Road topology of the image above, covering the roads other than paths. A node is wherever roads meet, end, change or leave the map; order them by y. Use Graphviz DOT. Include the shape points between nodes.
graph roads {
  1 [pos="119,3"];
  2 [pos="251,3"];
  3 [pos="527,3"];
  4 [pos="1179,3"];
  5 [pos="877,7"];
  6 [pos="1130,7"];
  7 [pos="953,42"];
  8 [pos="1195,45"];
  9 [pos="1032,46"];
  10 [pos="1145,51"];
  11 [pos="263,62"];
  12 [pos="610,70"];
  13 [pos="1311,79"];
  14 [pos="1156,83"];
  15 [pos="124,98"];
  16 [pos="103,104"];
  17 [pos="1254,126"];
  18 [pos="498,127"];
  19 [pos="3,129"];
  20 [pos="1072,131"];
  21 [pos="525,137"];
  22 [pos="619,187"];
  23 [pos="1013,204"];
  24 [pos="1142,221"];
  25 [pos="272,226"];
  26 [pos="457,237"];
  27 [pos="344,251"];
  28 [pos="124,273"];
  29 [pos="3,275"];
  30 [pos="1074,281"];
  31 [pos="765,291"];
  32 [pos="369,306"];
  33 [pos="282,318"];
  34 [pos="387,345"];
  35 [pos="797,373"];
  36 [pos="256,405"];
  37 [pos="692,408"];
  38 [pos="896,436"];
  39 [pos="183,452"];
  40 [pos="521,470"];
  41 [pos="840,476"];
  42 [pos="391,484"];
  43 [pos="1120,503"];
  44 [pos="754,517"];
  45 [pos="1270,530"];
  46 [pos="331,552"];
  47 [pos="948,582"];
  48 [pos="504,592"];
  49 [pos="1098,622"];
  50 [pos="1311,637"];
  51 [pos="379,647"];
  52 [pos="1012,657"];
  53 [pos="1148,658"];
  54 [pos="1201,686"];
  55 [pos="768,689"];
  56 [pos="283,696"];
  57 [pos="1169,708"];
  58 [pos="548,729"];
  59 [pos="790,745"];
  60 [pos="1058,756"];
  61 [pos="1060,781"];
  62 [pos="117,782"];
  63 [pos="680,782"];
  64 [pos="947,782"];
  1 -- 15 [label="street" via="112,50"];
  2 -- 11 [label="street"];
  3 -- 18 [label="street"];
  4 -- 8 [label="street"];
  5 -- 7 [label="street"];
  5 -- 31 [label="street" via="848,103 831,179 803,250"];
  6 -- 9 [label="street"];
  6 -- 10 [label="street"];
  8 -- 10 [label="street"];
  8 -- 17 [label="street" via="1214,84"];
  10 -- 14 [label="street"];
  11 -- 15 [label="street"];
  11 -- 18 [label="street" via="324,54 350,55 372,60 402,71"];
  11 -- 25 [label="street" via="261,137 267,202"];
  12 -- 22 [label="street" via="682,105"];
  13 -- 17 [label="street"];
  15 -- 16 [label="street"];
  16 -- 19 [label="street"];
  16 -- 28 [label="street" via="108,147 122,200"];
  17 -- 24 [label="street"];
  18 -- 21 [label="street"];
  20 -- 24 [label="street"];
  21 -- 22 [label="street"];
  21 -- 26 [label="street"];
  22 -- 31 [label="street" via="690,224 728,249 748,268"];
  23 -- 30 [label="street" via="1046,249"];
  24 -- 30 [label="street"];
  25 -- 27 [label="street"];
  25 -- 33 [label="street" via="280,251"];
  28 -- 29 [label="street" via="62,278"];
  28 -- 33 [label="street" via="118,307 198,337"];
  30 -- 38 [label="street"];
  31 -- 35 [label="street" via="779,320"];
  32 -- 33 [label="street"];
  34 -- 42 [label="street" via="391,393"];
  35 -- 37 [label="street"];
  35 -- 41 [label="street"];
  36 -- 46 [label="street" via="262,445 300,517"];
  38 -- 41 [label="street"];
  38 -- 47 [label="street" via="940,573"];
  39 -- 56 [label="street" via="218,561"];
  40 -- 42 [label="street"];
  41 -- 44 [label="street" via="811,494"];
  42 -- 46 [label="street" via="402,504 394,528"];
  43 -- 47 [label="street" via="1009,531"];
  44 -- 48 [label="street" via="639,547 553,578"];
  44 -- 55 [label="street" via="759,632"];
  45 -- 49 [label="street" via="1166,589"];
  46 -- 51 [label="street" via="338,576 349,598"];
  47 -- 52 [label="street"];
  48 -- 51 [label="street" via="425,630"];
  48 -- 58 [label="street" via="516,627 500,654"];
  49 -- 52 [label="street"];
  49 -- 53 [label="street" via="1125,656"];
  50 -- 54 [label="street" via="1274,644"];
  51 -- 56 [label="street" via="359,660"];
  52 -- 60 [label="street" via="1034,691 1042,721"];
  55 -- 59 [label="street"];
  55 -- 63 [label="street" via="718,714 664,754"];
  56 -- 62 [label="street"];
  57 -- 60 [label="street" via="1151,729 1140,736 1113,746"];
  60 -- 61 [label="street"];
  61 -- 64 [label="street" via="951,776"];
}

----------

*ACTIVITY*
All records shown above are to be given again verbatim.

*EXERCISE ANSWER*
Road topology of the image above, covering the roads other than paths. A node is wherever roads meet, end, change or leave the map; order them by y. Use Graphviz DOT. Include the shape points between nodes.
graph roads {
  1 [pos="119,3"];
  2 [pos="251,3"];
  3 [pos="527,3"];
  4 [pos="1179,3"];
  5 [pos="877,7"];
  6 [pos="1130,7"];
  7 [pos="953,42"];
  8 [pos="1195,45"];
  9 [pos="1032,46"];
  10 [pos="1145,51"];
  11 [pos="263,62"];
  12 [pos="610,70"];
  13 [pos="1311,79"];
  14 [pos="1156,83"];
  15 [pos="124,98"];
  16 [pos="103,104"];
  17 [pos="1254,126"];
  18 [pos="498,127"];
  19 [pos="3,129"];
  20 [pos="1072,131"];
  21 [pos="525,137"];
  22 [pos="619,187"];
  23 [pos="1013,204"];
  24 [pos="1142,221"];
  25 [pos="272,226"];
  26 [pos="457,237"];
  27 [pos="344,251"];
  28 [pos="124,273"];
  29 [pos="3,275"];
  30 [pos="1074,281"];
  31 [pos="765,291"];
  32 [pos="369,306"];
  33 [pos="282,318"];
  34 [pos="387,345"];
  35 [pos="797,373"];
  36 [pos="256,405"];
  37 [pos="692,408"];
  38 [pos="896,436"];
  39 [pos="183,452"];
  40 [pos="521,470"];
  41 [pos="840,476"];
  42 [pos="391,484"];
  43 [pos="1120,503"];
  44 [pos="754,517"];
  45 [pos="1270,530"];
  46 [pos="331,552"];
  47 [pos="948,582"];
  48 [pos="504,592"];
  49 [pos="1098,622"];
  50 [pos="1311,637"];
  51 [pos="379,647"];
  52 [pos="1012,657"];
  53 [pos="1148,658"];
  54 [pos="1201,686"];
  55 [pos="768,689"];
  56 [pos="283,696"];
  57 [pos="1169,708"];
  58 [pos="548,729"];
  59 [pos="790,745"];
  60 [pos="1058,756"];
  61 [pos="1060,781"];
  62 [pos="117,782"];
  63 [pos="680,782"];
  64 [pos="947,782"];
  1 -- 15 [label="street" via="112,50"];
  2 -- 11 [label="street"];
  3 -- 18 [label="street"];
  4 -- 8 [label="street"];
  5 -- 7 [label="street"];
  5 -- 31 [label="street" via="848,103 831,179 803,250"];
  6 -- 9 [label="street"];
  6 -- 10 [label="street"];
  8 -- 10 [label="street"];
  8 -- 17 [label="street" via="1214,84"];
  10 -- 14 [label="street"];
  11 -- 15 [label="street"];
  11 -- 18 [label="street" via="324,54 350,55 372,60 402,71"];
  11 -- 25 [label="street" via="261,137 267,202"];
  12 -- 22 [label="street" via="682,105"];
  13 -- 17 [label="street"];
  15 -- 16 [label="street"];
  16 -- 19 [label="street"];
  16 -- 28 [label="street" via="108,147 122,200"];
  17 -- 24 [label="street"];
  18 -- 21 [label="street"];
  20 -- 24 [label="street"];
  21 -- 22 [label="street"];
  21 -- 26 [label="street"];
  22 -- 31 [label="street" via="690,224 728,249 748,268"];
  23 -- 30 [label="street" via="1046,249"];
  24 -- 30 [label="street"];
  25 -- 27 [label="street"];
  25 -- 33 [label="street" via="280,251"];
  28 -- 29 [label="street" via="62,278"];
  28 -- 33 [label="street" via="118,307 198,337"];
  30 -- 38 [label="street"];
  31 -- 35 [label="street" via="779,320"];
  32 -- 33 [label="street"];
  34 -- 42 [label="street" via="391,393"];
  35 -- 37 [label="street"];
  35 -- 41 [label="street"];
  36 -- 46 [label="street" via="262,445 300,517"];
  38 -- 41 [label="street"];
  38 -- 47 [label="street" via="940,573"];
  39 -- 56 [label="street" via="218,561"];
  40 -- 42 [label="street"];
  41 -- 44 [label="street" via="811,494"];
  42 -- 46 [label="street" via="402,504 394,528"];
  43 -- 47 [label="street" via="1009,531"];
  44 -- 48 [label="street" via="639,547 553,578"];
  44 -- 55 [label="street" via="759,632"];
  45 -- 49 [label="street" via="1166,589"];
  46 -- 51 [label="street" via="338,576 349,598"];
  47 -- 52 [label="street"];
  48 -- 51 [label="street" via="425,630"];
  48 -- 58 [label="street" via="516,627 500,654"];
  49 -- 52 [label="street"];
  49 -- 53 [label="street" via="1125,656"];
  50 -- 54 [label="street" via="1274,644"];
  51 -- 56 [label="street" via="359,660"];
  52 -- 60 [label="street" via="1034,691 1042,721"];
  55 -- 59 [label="street"];
  55 -- 63 [label="street" via="718,714 664,754"];
  56 -- 62 [label="street"];
  57 -- 60 [label="street" via="1151,729 1140,736 1113,746"];
  60 -- 61 [label="street"];
  61 -- 64 [label="street" via="951,776"];
}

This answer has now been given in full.